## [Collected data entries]
□ □ □ □ □
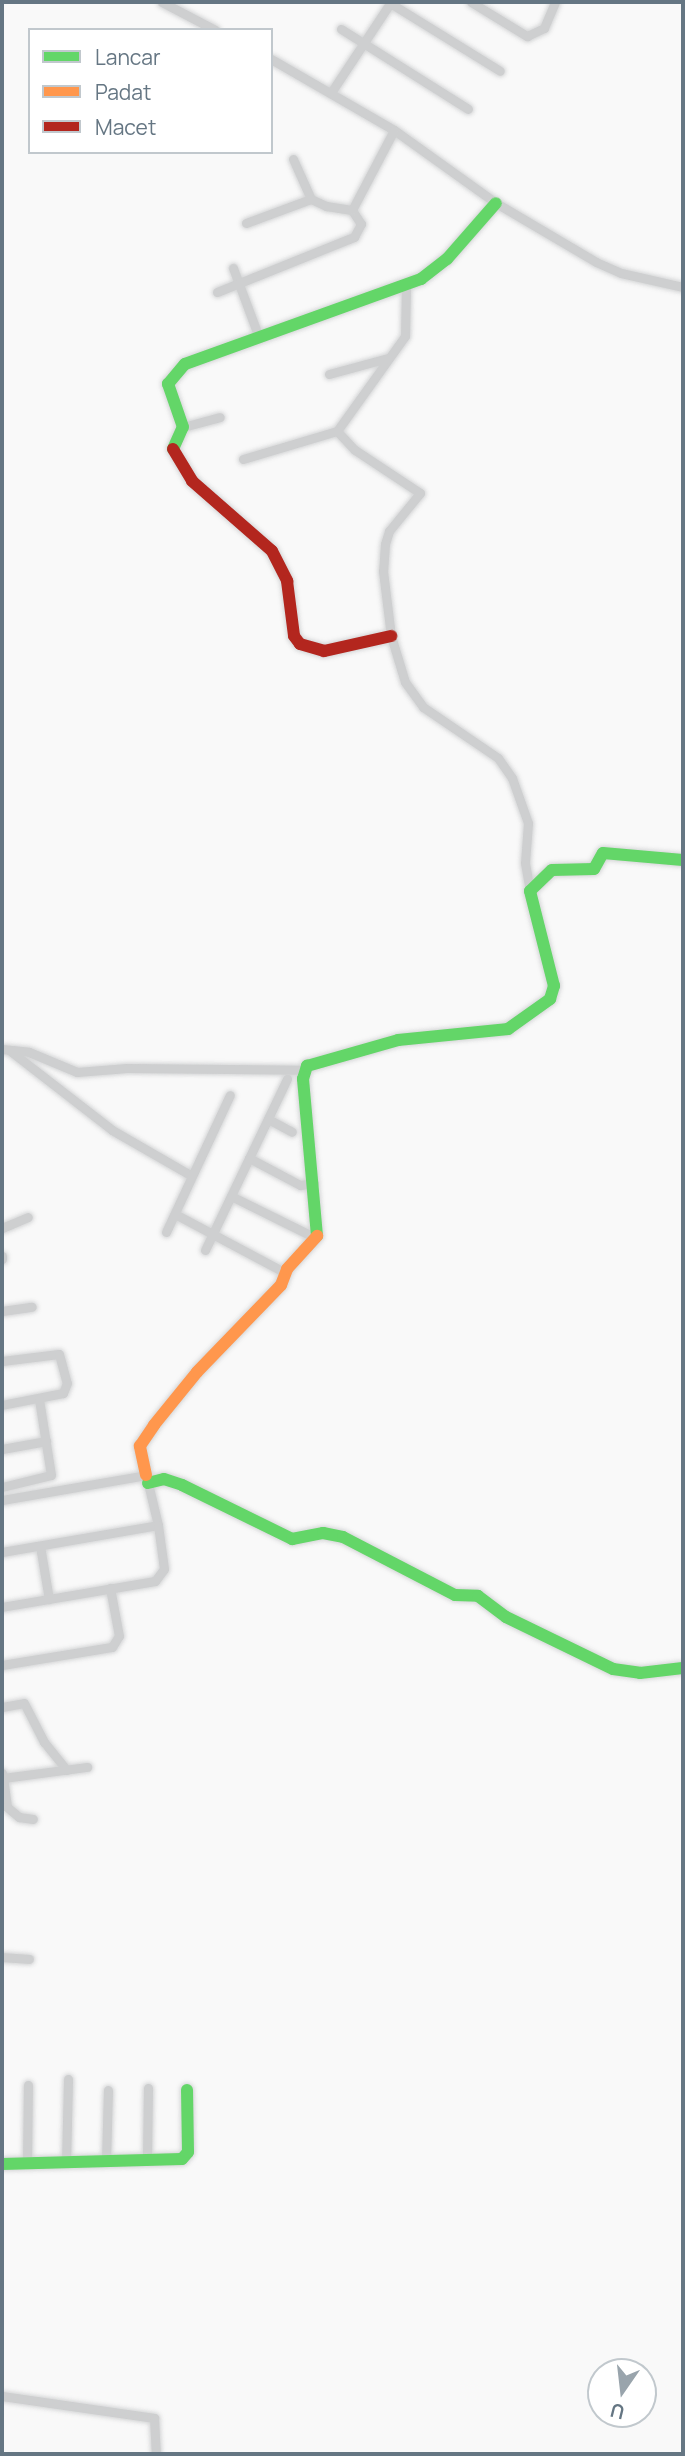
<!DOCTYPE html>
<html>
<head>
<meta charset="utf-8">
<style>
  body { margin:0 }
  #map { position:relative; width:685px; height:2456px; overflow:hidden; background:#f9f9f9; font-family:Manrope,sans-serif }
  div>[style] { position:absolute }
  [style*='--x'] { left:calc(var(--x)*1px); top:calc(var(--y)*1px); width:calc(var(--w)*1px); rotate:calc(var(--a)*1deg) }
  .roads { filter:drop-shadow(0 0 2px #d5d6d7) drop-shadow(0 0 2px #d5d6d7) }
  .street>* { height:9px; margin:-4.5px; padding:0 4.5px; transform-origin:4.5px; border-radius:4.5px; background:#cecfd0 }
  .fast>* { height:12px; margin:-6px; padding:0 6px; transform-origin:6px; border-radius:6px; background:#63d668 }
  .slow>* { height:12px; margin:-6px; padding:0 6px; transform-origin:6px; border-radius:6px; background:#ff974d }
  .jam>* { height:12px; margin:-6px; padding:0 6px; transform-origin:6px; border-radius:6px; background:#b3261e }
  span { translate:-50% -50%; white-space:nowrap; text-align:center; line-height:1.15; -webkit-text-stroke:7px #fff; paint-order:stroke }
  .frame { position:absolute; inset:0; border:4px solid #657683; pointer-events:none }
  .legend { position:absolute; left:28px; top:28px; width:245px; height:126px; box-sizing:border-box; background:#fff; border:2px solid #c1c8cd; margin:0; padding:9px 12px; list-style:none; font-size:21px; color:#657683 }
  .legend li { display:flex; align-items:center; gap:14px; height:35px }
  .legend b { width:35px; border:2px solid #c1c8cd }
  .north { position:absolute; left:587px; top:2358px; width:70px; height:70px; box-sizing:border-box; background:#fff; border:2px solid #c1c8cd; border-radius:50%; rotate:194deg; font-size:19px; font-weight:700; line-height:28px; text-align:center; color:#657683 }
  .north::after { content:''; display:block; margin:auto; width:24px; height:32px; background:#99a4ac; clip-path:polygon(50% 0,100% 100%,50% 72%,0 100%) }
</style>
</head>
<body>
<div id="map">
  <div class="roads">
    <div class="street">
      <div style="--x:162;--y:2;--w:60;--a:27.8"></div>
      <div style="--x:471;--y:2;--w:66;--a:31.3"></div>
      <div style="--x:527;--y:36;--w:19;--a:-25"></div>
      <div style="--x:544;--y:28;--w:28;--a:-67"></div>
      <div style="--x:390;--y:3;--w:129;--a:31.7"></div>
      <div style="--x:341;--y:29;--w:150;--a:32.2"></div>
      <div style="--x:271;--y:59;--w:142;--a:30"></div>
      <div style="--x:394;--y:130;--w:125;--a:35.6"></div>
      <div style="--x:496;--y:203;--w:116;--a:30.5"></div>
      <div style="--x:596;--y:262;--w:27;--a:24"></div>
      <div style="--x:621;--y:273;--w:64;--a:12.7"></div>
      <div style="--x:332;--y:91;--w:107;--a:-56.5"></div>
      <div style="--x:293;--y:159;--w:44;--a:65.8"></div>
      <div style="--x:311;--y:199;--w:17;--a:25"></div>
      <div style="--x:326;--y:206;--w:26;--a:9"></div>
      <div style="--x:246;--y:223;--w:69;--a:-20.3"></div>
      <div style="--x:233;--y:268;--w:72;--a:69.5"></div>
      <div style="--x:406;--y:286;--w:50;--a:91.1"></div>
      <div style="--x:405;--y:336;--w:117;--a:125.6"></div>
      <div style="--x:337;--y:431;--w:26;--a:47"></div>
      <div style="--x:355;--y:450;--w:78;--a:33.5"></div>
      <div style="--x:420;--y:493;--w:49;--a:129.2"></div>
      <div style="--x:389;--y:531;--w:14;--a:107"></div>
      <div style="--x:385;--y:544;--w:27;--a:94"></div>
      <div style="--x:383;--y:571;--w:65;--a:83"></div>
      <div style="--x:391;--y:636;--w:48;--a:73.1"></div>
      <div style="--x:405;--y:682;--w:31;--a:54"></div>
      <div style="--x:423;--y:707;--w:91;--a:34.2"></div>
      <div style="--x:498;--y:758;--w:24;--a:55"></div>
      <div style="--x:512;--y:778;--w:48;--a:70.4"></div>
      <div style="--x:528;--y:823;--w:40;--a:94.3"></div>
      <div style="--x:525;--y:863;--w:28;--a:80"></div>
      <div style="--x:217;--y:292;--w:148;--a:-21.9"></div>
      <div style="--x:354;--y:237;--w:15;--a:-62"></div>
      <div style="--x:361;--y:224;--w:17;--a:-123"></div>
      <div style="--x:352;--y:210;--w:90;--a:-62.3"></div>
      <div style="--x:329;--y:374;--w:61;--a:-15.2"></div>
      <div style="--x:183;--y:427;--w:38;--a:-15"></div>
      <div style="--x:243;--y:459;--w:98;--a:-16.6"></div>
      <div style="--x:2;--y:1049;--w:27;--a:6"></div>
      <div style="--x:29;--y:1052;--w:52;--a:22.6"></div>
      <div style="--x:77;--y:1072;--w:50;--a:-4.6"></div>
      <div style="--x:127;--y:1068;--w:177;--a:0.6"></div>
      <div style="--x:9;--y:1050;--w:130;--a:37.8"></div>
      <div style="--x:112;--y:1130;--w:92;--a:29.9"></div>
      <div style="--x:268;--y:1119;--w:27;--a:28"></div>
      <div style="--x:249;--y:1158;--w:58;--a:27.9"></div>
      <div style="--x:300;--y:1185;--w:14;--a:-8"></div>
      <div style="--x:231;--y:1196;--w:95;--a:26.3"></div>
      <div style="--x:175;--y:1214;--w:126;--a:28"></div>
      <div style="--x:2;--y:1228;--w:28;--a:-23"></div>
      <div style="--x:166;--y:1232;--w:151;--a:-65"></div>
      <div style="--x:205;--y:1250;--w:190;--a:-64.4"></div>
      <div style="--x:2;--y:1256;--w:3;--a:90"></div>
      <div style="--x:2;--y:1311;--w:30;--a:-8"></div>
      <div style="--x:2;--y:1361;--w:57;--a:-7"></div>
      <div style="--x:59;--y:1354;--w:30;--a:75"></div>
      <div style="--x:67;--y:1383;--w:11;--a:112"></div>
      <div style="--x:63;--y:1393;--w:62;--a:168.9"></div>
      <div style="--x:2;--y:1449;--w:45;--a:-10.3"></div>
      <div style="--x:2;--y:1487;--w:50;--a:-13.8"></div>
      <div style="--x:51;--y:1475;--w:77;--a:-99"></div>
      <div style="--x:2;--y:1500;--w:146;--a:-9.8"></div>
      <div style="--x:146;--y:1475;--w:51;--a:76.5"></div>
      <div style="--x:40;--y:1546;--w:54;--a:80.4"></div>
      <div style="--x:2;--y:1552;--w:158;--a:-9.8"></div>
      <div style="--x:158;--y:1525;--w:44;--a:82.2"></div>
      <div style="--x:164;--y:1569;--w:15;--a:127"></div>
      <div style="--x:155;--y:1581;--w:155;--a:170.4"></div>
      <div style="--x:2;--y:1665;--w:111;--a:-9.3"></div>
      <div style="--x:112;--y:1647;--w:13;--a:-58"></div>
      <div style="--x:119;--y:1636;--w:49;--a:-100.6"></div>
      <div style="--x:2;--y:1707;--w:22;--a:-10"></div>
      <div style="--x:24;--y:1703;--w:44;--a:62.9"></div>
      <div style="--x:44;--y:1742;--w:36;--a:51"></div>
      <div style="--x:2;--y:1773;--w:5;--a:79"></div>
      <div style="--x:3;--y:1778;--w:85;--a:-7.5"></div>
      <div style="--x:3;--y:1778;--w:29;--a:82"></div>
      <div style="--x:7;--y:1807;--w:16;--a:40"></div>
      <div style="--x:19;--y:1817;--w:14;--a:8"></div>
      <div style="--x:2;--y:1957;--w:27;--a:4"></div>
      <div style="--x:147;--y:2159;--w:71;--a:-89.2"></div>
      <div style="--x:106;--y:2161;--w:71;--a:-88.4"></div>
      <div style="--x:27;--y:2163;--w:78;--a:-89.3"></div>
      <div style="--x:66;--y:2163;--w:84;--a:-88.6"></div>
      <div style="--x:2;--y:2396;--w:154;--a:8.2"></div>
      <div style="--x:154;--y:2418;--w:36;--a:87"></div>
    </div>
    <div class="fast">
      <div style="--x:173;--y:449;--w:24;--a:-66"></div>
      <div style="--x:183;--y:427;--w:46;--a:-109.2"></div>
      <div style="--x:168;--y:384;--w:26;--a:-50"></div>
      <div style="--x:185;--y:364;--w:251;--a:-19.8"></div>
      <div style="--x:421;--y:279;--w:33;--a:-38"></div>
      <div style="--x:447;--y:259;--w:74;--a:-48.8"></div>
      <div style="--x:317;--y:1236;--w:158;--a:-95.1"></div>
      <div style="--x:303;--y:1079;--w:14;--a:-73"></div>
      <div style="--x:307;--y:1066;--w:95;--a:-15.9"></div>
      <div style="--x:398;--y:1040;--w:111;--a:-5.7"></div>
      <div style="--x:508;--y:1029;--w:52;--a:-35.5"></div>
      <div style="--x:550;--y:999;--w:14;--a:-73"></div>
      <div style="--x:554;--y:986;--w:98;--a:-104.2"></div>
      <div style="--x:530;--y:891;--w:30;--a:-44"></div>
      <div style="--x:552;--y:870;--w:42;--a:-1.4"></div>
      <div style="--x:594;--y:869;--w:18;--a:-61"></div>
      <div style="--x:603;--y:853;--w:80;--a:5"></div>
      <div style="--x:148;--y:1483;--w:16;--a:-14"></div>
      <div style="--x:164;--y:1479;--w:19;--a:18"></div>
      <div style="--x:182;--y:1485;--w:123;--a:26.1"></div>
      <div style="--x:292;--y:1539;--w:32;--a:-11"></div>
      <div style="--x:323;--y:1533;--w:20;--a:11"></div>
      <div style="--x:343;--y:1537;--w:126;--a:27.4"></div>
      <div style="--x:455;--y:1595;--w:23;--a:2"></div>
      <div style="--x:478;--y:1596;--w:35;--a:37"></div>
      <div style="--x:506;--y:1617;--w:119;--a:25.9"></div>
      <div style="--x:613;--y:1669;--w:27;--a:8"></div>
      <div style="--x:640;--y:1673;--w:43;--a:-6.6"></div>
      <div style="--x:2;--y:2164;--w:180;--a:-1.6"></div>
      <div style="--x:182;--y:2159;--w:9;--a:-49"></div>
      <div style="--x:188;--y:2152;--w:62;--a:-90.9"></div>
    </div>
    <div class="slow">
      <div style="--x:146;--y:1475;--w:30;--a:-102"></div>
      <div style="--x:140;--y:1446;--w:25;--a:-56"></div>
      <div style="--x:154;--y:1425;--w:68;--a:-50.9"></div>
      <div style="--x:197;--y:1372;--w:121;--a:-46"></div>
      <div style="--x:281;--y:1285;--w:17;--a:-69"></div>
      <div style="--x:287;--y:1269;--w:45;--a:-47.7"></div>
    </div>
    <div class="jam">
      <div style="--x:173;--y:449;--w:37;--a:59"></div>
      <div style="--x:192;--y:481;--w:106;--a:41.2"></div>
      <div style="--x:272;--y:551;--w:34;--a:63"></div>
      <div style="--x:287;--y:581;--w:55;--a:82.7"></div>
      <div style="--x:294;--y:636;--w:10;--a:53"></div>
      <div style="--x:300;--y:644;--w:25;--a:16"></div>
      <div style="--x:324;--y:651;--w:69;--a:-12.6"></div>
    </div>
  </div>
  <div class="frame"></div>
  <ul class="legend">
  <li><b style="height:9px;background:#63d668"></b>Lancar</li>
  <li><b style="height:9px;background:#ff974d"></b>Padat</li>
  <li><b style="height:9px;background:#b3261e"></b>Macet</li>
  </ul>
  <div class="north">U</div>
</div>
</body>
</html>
□ □ □ □ □
## [Aim of the exercise]
Repeat the records above exactly, from the first line through the line that contains "position:absolute; left:28px; top:28px;", and leave out the pictures.

## [Exercise answer]
<!DOCTYPE html>
<html>
<head>
<meta charset="utf-8">
<style>
  body { margin:0 }
  #map { position:relative; width:685px; height:2456px; overflow:hidden; background:#f9f9f9; font-family:Manrope,sans-serif }
  div>[style] { position:absolute }
  [style*='--x'] { left:calc(var(--x)*1px); top:calc(var(--y)*1px); width:calc(var(--w)*1px); rotate:calc(var(--a)*1deg) }
  .roads { filter:drop-shadow(0 0 2px #d5d6d7) drop-shadow(0 0 2px #d5d6d7) }
  .street>* { height:9px; margin:-4.5px; padding:0 4.5px; transform-origin:4.5px; border-radius:4.5px; background:#cecfd0 }
  .fast>* { height:12px; margin:-6px; padding:0 6px; transform-origin:6px; border-radius:6px; background:#63d668 }
  .slow>* { height:12px; margin:-6px; padding:0 6px; transform-origin:6px; border-radius:6px; background:#ff974d }
  .jam>* { height:12px; margin:-6px; padding:0 6px; transform-origin:6px; border-radius:6px; background:#b3261e }
  span { translate:-50% -50%; white-space:nowrap; text-align:center; line-height:1.15; -webkit-text-stroke:7px #fff; paint-order:stroke }
  .frame { position:absolute; inset:0; border:4px solid #657683; pointer-events:none }
  .legend { position:absolute; left:28px; top:28px; width:245px; height:126px; box-sizing:border-box; background:#fff; border:2px solid #c1c8cd; margin:0; padding:9px 12px; list-style:none; font-size:21px; color:#657683 }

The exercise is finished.